Ahí entramos ya en el pecado de Adán,
que no es otro que el de poner uno mismo el baremo de la Ley. Yo digo lo que
está bien y lo que está mal, y dicto sentencia. Y juzgo; y cuando juzgo
inmediatamente condeno.
Nuevamente el lenguaje de la
Escritura viene a poner las cosas en su sitio.
Meditando el Salmo 140, leemos:
“Coloca, Señor, una guardia en mi
boca, un centinela a la puerta de mis labios, no dejes mi corazón inclinarse a la maldad, ni a cometer crímenes
y delitos, en compañía de los malvados…” (Sal 140)

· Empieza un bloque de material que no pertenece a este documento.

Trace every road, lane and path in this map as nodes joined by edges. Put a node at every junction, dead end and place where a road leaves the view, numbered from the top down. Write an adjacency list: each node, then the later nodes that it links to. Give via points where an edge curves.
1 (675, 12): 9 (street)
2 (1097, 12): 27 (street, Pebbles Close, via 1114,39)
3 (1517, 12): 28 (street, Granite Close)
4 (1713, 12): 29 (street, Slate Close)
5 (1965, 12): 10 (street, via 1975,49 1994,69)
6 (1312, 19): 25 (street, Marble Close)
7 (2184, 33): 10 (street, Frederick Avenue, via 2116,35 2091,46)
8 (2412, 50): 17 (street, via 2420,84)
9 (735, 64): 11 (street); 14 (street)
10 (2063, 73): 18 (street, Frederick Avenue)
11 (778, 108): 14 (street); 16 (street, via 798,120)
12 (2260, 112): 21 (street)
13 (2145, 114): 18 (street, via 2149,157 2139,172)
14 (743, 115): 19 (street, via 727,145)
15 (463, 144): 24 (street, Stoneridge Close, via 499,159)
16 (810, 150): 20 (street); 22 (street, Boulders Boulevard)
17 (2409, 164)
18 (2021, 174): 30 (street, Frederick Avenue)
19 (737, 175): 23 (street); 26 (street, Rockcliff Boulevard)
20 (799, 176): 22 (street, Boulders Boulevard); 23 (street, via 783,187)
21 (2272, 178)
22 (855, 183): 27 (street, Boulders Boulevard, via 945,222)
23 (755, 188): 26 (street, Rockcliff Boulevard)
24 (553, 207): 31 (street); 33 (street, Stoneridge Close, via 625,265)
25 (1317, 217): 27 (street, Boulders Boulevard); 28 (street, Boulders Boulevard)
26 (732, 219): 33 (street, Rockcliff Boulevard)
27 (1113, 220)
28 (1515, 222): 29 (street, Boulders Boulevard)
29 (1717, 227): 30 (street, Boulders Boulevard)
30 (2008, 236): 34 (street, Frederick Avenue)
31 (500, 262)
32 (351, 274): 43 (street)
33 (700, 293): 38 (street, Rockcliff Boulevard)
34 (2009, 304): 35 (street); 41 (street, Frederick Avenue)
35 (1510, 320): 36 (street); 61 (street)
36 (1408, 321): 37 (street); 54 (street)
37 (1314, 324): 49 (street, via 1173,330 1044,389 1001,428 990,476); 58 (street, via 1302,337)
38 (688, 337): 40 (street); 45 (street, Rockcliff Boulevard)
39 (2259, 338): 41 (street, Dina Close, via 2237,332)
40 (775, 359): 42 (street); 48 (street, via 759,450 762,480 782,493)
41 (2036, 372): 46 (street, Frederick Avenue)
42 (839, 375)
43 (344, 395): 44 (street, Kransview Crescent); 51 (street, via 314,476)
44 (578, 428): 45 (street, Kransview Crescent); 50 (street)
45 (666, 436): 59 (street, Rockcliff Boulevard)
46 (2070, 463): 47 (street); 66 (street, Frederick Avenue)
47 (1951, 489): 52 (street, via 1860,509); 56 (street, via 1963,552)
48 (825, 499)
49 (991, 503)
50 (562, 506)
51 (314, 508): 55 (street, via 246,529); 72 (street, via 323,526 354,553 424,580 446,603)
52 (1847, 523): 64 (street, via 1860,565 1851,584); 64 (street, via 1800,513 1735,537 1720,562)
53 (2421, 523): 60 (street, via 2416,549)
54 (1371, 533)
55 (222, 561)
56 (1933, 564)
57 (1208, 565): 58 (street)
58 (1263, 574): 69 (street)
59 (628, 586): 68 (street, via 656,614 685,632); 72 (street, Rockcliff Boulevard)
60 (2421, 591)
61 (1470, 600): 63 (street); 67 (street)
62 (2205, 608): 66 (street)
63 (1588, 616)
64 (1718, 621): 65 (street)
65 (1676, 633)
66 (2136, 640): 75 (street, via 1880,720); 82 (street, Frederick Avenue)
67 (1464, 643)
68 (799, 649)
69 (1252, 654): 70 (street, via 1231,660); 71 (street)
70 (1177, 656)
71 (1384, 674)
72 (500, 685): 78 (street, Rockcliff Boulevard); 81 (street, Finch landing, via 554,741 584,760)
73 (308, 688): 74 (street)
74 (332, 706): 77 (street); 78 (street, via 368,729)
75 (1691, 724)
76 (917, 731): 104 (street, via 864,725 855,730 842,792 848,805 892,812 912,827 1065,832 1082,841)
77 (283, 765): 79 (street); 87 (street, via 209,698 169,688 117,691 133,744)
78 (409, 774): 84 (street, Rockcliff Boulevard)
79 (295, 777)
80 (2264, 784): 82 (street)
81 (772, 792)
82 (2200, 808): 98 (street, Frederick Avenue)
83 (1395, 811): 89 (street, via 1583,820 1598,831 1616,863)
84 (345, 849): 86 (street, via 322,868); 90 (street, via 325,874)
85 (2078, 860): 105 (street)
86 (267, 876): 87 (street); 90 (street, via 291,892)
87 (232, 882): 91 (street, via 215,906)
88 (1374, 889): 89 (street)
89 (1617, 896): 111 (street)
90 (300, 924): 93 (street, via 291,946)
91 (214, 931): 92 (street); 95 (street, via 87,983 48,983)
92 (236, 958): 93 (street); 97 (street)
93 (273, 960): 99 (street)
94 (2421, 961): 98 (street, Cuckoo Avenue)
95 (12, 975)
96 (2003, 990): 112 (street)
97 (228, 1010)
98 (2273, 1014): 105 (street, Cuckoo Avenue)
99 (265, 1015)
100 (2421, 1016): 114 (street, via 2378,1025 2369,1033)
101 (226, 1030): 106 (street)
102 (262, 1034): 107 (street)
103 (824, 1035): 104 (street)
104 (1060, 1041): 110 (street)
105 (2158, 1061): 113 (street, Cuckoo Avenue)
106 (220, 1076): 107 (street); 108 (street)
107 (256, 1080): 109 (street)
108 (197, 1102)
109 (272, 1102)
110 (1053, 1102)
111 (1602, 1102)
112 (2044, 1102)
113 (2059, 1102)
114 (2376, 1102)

Es lo que en la Escritura se define
como tener “las manos manchadas de sangre”. Por ello, en la Eucaristía,
al rezo del Padrenuestro, enseñamos nuestras manos a Jesucristo, crucificado
por nuestros pecados, que nos enseña las suyas, limpias, manchadas con la
sangre de nuestras maldades, crucificado como cordero manso llevado al
matadero. Y aun así, no nos reprochó nada, solo nos amó hasta el extremo.
¡Cuántas veces nos habremos
arrepentido de una conversación desafortunada!
Pongamos, pues, un centinela en
la entrada de nuestra boca, a la puerta de nuestros labios, cuando sintamos la
tentación de una mala conversación, o tengamos el valor de denunciar en
conversaciones entre amigos, cuando uno de ellos aun no conozca el Salmo 140.
Le habremos hecho un gran bien. Pero nuestra reflexión habrá de ser siempre con
caridad, sin poner a nadie en ridículo, con el amor con que Él nos amó. Es la
“corrección fraterna”.
Alabado sea Jesucristo.
Tomás Cremades
!¡cuán importante es lo que dice este artículo y que difícil es conseguirlo!